Neden Küba? Sorusunun cevabını sanatçı Cengiz Akduman şöyle anlatıyor:
“Bizim kuşak 1959 yılında yapılan ‘Küba Devrimi’ne her zaman sempati ile bakmıştır. Cesur ama insancıl, inatçı ama sevecen, sorumlu ama çocuksu bu gençlerin başarısı hepimizi etkilemiştir. Castro, Camilyo ve Che’nin belleklerimize efsane olarak yerleşmesi de bu yüzdendir.
Serdarın, Mehmet ile bana “Küba’ya gidiyoruz “ demesini başlangıçta bir Bodrum akşamında söylenmiş gerçekleşmesi zor bir hoşluk olarak almıştım. Ama değilmiş!
Bir bahar gecesi söylenmiş söz, kasırgalar yüzünden iki bilet değişikliği ile Kasım 2008 de gerçekleşebildi ancak.
Yola çıkmamızdan az önce üç kasırga büyük zararlar verdi Küba ya.

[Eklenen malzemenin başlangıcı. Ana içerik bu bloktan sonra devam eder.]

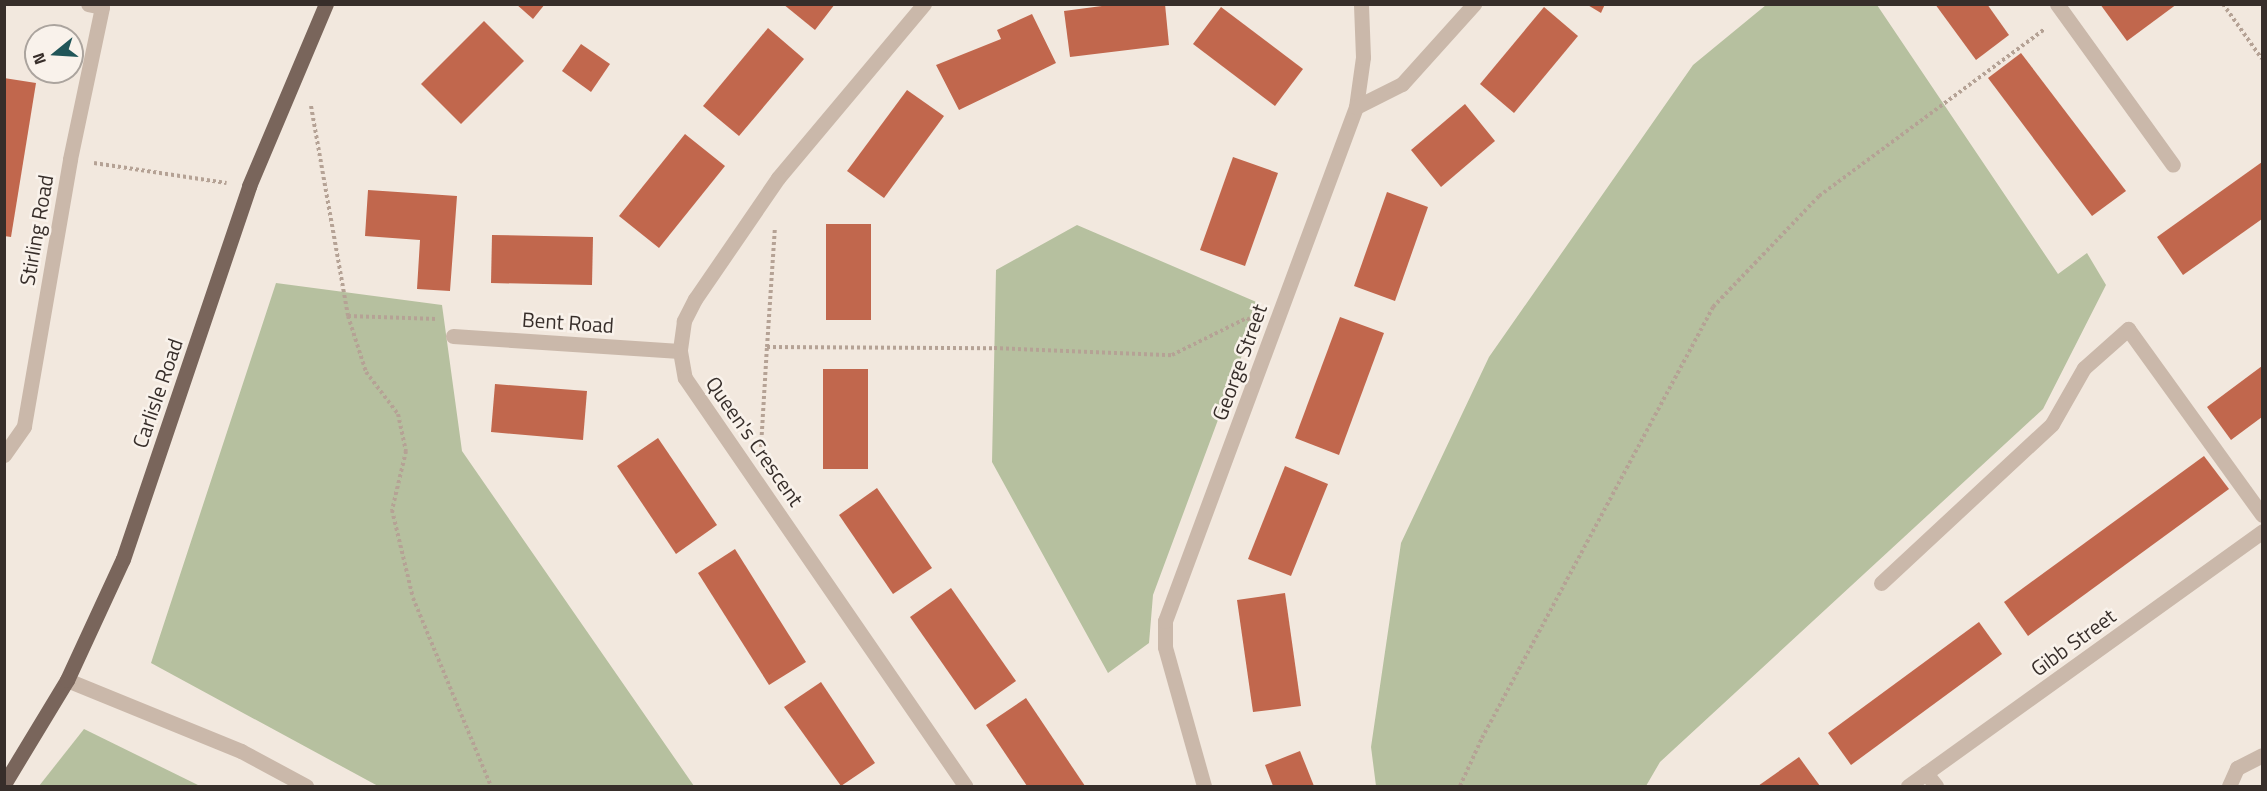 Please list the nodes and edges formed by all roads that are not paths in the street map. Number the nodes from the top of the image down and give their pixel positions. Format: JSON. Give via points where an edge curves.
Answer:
{"nodes":[{"id":1,"x":326,"y":4,"type":"edge"},
{"id":2,"x":924,"y":4,"type":"edge"},
{"id":3,"x":1361,"y":4,"type":"edge"},
{"id":4,"x":1474,"y":4,"type":"edge"},
{"id":5,"x":95,"y":6,"type":"edge"},
{"id":6,"x":2061,"y":9,"type":"edge"},
{"id":7,"x":1356,"y":106,"type":"junction"},
{"id":8,"x":2173,"y":165,"type":"dead end"},
{"id":9,"x":453,"y":336,"type":"road end"},
{"id":10,"x":680,"y":351,"type":"junction"},
{"id":11,"x":4,"y":455,"type":"edge"},
{"id":12,"x":2262,"y":515,"type":"edge"},
{"id":13,"x":2262,"y":532,"type":"edge"},
{"id":14,"x":1881,"y":583,"type":"dead end"},
{"id":15,"x":67,"y":680,"type":"junction"},
{"id":16,"x":2262,"y":755,"type":"edge"},
{"id":17,"x":1926,"y":773,"type":"junction"},
{"id":18,"x":4,"y":784,"type":"edge"},
{"id":19,"x":306,"y":786,"type":"edge"},
{"id":20,"x":965,"y":786,"type":"edge"},
{"id":21,"x":1204,"y":786,"type":"edge"},
{"id":22,"x":1908,"y":786,"type":"edge"},
{"id":23,"x":1936,"y":786,"type":"edge"},
{"id":24,"x":2229,"y":786,"type":"edge"}],
"edges":[{"from":1,"to":15,"type":"main road","name":"Carlisle Road","via":[[249,186],[123,559]]},
{"from":2,"to":10,"type":"street","name":"Queen's Crescent","via":[[778,178],[695,298],[684,321]]},
{"from":3,"to":7,"type":"street","name":"George Street","via":[[1363,57]]},
{"from":4,"to":7,"type":"street","via":[[1402,84]]},
{"from":5,"to":11,"type":"street","name":"Stirling Road","via":[[24,426]]},
{"from":6,"to":8,"type":"street"},
{"from":7,"to":21,"type":"street","name":"George Street","via":[[1165,621],[1165,647]]},
{"from":9,"to":10,"type":"street","name":"Bent Road"},
{"from":10,"to":20,"type":"street","name":"Queen's Crescent","via":[[685,378]]},
{"from":12,"to":14,"type":"street","via":[[2128,329],[2084,368],[2052,423]]},
{"from":13,"to":17,"type":"street","name":"Gibb Street"},
{"from":15,"to":18,"type":"main road","name":"Carlisle Road"},
{"from":15,"to":19,"type":"street","via":[[241,751]]},
{"from":16,"to":24,"type":"street","via":[[2237,768]]},
{"from":17,"to":22,"type":"street","name":"Gibb Street"},
{"from":17,"to":23,"type":"street"}]}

Gittiğimizde yıkılan muz ağaçları yüzünden ancak bir kez kızarmış muz yiyebildik. Kümesler öylesine tarumar olmuştu ki ev sahibimiz doktor on yumurtayı mücevher gibi taşıyordu elinde. Pencerelerinin camları kırılmış Koloniyel evlerde yaşayanlar bunu fazla dert etmese de yönetim cam getirecek Çin gemisini bekliyordu dört gözle. Marketlerde bazı gıda maddeleri olmasa da raflarda dondurma soslarının çokluğu dikkat çekiciydi.
Evler bakımsızdı ama sabah işe giden insanlar tertemiz giyimliydiler. Her adada su sorunu yaşanır. Ter kokusu duymadık hiç.

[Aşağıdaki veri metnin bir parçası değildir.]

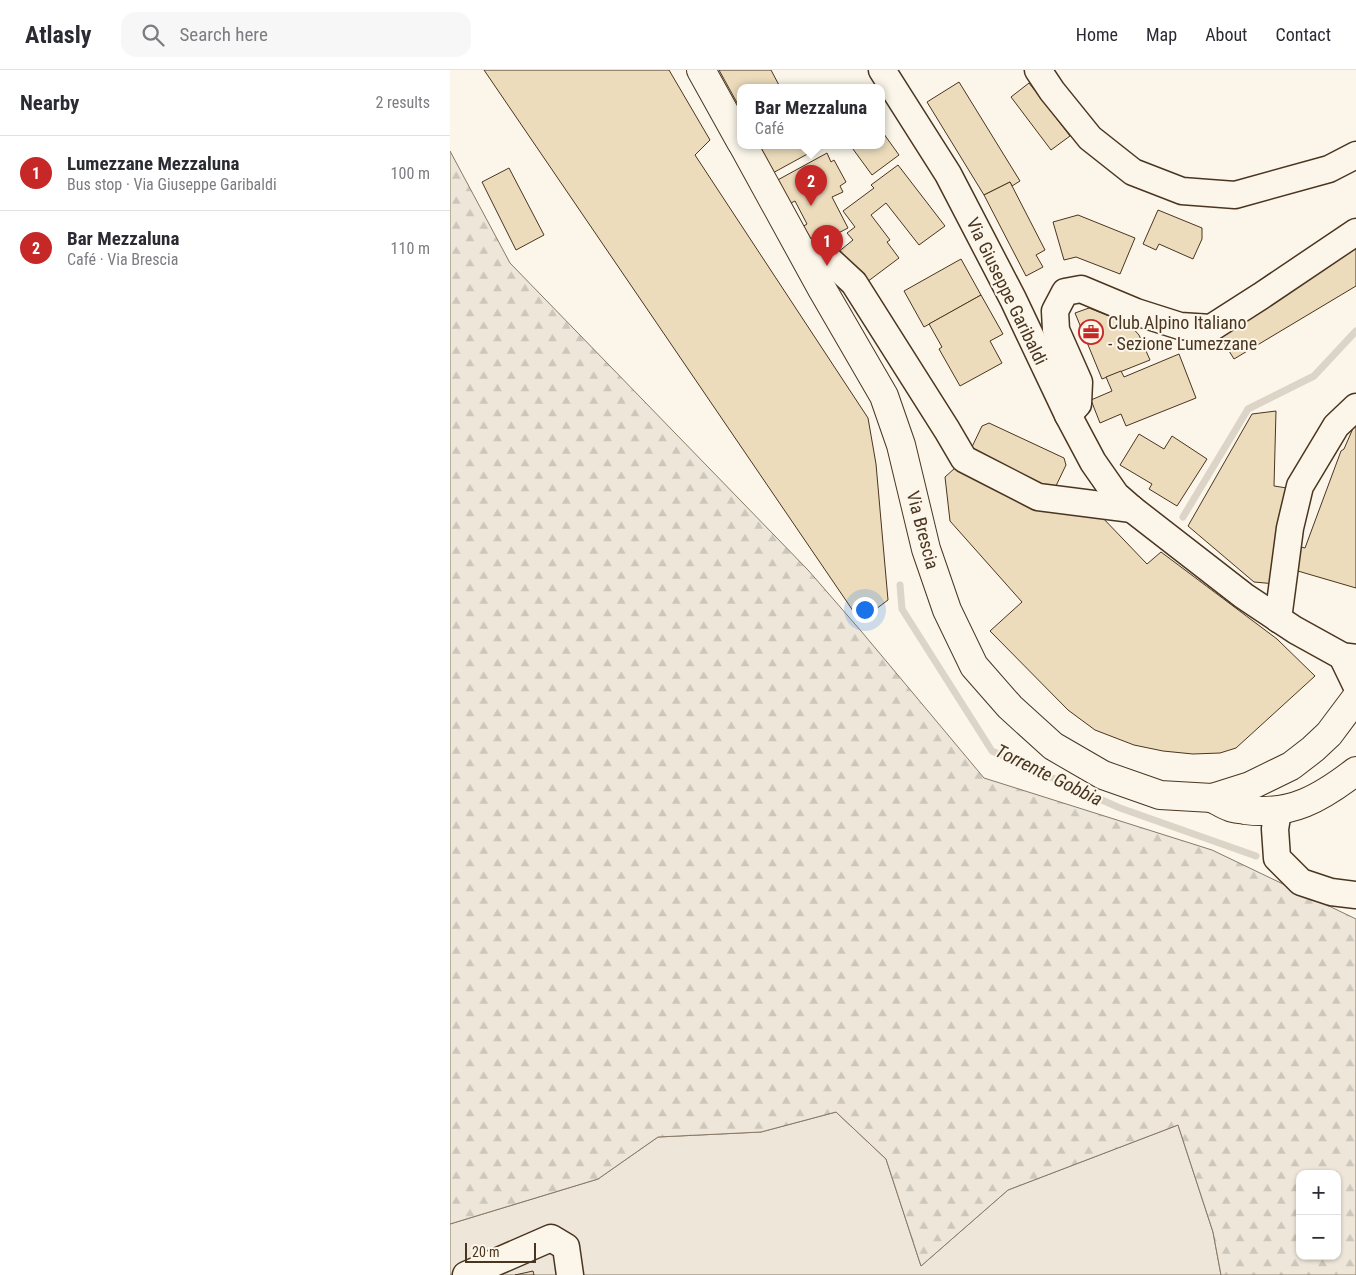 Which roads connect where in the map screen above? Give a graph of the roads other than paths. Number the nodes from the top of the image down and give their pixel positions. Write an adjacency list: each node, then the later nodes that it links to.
1 (701, 70): 4 (main road, Via Brescia)
2 (882, 70): 10 (street, Via Giuseppe Garibaldi)
3 (1038, 70): 6 (street)
4 (737, 134)
5 (745, 149): 8 (main road, Via Brescia)
6 (1356, 155)
7 (1356, 232): 10 (street)
8 (801, 250): 11 (street); 18 (main road, Via Brescia)
9 (1356, 407): 12 (street)
10 (1068, 416): 11 (street, Via Giuseppe Garibaldi)
11 (1132, 509): 12 (street, Via Giuseppe Garibaldi)
12 (1278, 619): 13 (street, Via Giuseppe Garibaldi)
13 (1349, 657): 14 (street, Via Giuseppe Garibaldi)
14 (1356, 685)
15 (1356, 698): 16 (main road, Via Brescia)
16 (1313, 749): 18 (main road, Via Brescia); 19 (main road, Via Brescia)
17 (1356, 771): 19 (main road, Via Brescia)
18 (1212, 798): 19 (main road, Via Brescia)
19 (1278, 811): 20 (street)
20 (1356, 895)
21 (466, 1275): 22 (street)
22 (570, 1275)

Sabah 11 de içilen mohitolar sarhoş etmiyor insanı!
Yine de dönüş yolunda son günümüzde dördüncü kasırga teğet geçti (!) Havana’dan.
Yola çıkarken çok eskiden beri fotoğraf çeken, fotoğraflarını bildiğim Mehmet ile ilgili kaygım hiç olmadı. Ama fotoğraf çekmeye yeni başlamış, teknik bilgi ve donanıma yeni hâkim olmuş Serdar için doğrusu kaygım vardı. İlk kez bir gurupla sırf fotoğraf çekmek için uzaklara gidiyordu. Sonuçta bir başarısızlıkta çekmekten keyif aldığı fotoğraftan bile kopabilirdi.

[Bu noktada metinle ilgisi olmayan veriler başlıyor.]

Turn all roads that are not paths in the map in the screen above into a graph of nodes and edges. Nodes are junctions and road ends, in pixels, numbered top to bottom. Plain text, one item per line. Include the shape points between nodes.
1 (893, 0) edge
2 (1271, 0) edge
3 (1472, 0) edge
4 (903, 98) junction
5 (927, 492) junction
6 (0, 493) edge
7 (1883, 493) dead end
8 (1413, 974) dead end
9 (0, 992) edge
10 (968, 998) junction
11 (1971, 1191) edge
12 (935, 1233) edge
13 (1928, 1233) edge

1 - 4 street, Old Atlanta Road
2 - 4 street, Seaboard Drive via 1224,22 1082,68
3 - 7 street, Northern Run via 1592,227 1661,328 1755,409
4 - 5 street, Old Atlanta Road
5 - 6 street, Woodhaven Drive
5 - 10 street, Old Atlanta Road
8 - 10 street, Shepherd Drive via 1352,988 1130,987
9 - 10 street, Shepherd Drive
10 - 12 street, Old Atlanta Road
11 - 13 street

Bazen gurup halinde bazen ayrılarak çalışıyorduk. Her gün Serdar ile Mehmedin çektiği fotoğraflar (ben analog çalıştığım için bu lüksüm olamadı) bilgisayara yükleniyor ve ekstra disklerde yedekleniyordu mutlaka. İlk gece gördüğüm fotoğraflar karşısında kaygımın ne kadar yersiz olduğunu anladım. Bana sergiyi dolaşırken hak vereceğinizden eminim.
Artık uyumlu ve işini kotaran üçlü bir ekip olmuştuk.
Neden Küba?
Girişte yazdığım gibi sempati önemli bir neden. Ayrıca ada, dünya üzerinde bir başka örneği kalmamış bir yönetim biçiminin açık hava atölyesi gibi. Eskimiş ama yıllara meydan okuyan koloniyel mimari ve yıllar boyu acımasızca süren ambargoya rağmen mutlu, candan, müzik ve dansı kendilerine yaşam biçimi seçmiş, başları dik, onurlu bir halkı tanımak. Sanki zamanı dondurarak sürdürdükleri o yaşamları izlemek.
Fotoğrafçı için bunlardan daha önemli bir neden olabilir mi?
Bu sergimizin; Küba devriminin elli yıllık serüvenini anlatmak gibi tarihi bir görevi yok. Bu sergimizin amacı; Fotoğrafladığımız Küba halkının yaşamını estetik kaygılarla sizlerle paylaşmaktır. Bu nedenle çektiğimiz fotoğraflardan küçük bir seçki yaptık.
Her üçümüzün de çektiği fotoğrafları sadece birimizden seçmek kolay bir seçim değildi. Üçümüzde üslup ve teknik farklılıklarda fotoğrafçılar olmamıza rağmen projede bir ekip olduğumuzu, serginin bir bütünlük içinde olması gerekliliğini sağlamaya çalıştık.
Sergimizin adını ‘Devrimin 50.yılında Havana’ koymamızın nedeni; fotoğraflarımıza tarihi bir görev yüklediğimiz için değil, Küba halkının coşkuyla kutladığı 50.yıl şölenlerine İstanbul’dan bir dost alkışı yollamak.